(Task to complete): Find the word "Alte" in the listing below, then return every line it appears in.

(Data to use):
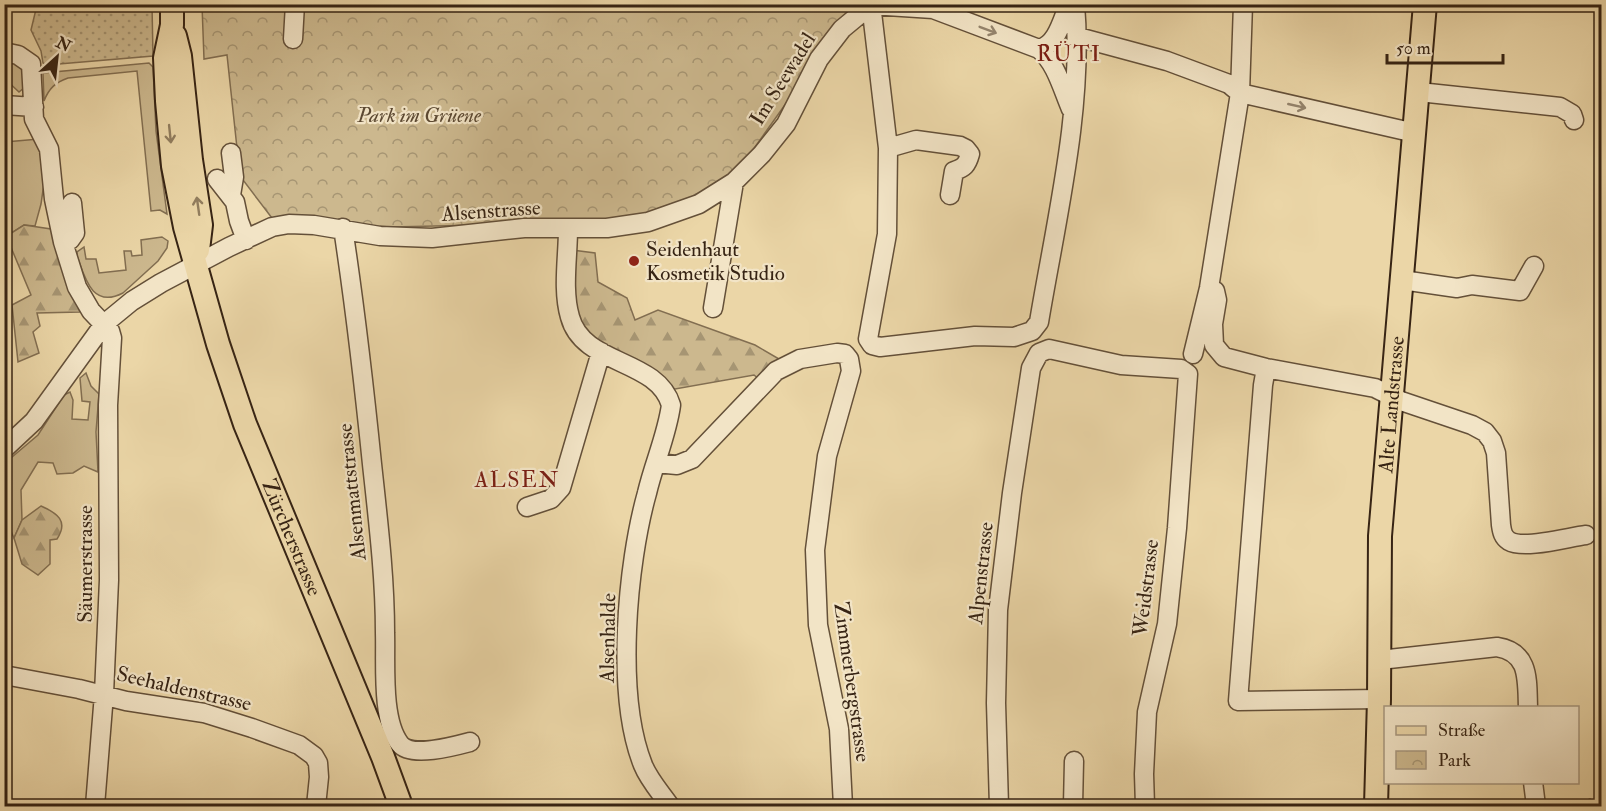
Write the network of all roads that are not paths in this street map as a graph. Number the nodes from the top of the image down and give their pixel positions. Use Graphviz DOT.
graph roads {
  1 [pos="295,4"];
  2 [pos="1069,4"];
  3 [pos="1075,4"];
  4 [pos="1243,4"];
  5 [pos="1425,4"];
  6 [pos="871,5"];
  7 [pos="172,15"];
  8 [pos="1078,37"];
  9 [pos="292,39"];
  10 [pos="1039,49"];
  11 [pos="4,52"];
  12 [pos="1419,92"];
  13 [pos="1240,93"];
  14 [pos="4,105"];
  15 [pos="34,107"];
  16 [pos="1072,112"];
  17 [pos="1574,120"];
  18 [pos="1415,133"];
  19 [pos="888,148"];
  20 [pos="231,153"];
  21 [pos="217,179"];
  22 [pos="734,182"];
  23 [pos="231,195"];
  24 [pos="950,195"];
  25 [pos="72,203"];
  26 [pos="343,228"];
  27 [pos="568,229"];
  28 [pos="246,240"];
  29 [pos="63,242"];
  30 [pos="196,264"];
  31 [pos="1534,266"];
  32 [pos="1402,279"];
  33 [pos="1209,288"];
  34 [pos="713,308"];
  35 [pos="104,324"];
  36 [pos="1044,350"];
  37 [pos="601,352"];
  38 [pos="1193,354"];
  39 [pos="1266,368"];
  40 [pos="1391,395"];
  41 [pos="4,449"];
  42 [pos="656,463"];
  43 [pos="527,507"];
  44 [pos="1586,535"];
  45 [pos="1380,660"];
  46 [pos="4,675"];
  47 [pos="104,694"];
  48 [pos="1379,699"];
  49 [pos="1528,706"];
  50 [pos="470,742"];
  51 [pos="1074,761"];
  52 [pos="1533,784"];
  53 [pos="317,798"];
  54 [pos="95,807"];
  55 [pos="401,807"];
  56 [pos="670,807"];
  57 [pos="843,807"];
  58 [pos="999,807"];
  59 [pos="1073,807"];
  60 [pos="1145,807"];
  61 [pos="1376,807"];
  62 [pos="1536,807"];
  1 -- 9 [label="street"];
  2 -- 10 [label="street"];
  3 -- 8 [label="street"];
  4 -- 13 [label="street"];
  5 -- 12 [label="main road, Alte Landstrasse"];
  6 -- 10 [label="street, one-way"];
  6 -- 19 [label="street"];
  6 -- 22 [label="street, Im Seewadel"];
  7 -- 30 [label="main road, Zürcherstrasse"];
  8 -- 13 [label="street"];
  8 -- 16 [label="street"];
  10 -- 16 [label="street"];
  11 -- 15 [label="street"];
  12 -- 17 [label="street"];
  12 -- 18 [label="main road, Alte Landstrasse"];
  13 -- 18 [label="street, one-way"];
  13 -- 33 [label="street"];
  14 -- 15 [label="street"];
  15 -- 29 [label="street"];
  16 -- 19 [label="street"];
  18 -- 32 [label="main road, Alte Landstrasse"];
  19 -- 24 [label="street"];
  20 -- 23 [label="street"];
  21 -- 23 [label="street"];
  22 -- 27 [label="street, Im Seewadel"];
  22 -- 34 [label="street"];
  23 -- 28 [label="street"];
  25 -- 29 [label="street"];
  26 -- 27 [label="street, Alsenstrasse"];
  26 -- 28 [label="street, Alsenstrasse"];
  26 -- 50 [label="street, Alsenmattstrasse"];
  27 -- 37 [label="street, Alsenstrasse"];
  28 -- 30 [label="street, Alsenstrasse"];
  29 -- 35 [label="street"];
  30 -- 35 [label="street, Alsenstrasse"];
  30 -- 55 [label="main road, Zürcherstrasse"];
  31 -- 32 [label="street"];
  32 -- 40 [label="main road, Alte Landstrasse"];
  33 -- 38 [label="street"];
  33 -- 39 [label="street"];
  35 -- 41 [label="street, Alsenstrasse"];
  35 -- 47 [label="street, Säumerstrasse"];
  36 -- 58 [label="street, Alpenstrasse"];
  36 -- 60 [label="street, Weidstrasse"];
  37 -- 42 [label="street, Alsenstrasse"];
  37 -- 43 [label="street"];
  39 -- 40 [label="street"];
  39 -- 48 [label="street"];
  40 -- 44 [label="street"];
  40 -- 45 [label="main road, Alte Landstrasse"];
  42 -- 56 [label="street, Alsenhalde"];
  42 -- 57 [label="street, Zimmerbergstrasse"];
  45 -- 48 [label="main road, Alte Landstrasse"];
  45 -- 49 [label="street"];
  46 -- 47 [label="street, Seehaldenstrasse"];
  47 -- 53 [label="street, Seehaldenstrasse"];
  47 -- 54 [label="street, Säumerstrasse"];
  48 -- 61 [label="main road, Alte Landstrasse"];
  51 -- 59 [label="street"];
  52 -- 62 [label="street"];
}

(Output for this exercise):
  5 -- 12 [label="main road, Alte Landstrasse"];
  12 -- 18 [label="main road, Alte Landstrasse"];
  18 -- 32 [label="main road, Alte Landstrasse"];
  32 -- 40 [label="main road, Alte Landstrasse"];
  40 -- 45 [label="main road, Alte Landstrasse"];
  45 -- 48 [label="main road, Alte Landstrasse"];
  48 -- 61 [label="main road, Alte Landstrasse"];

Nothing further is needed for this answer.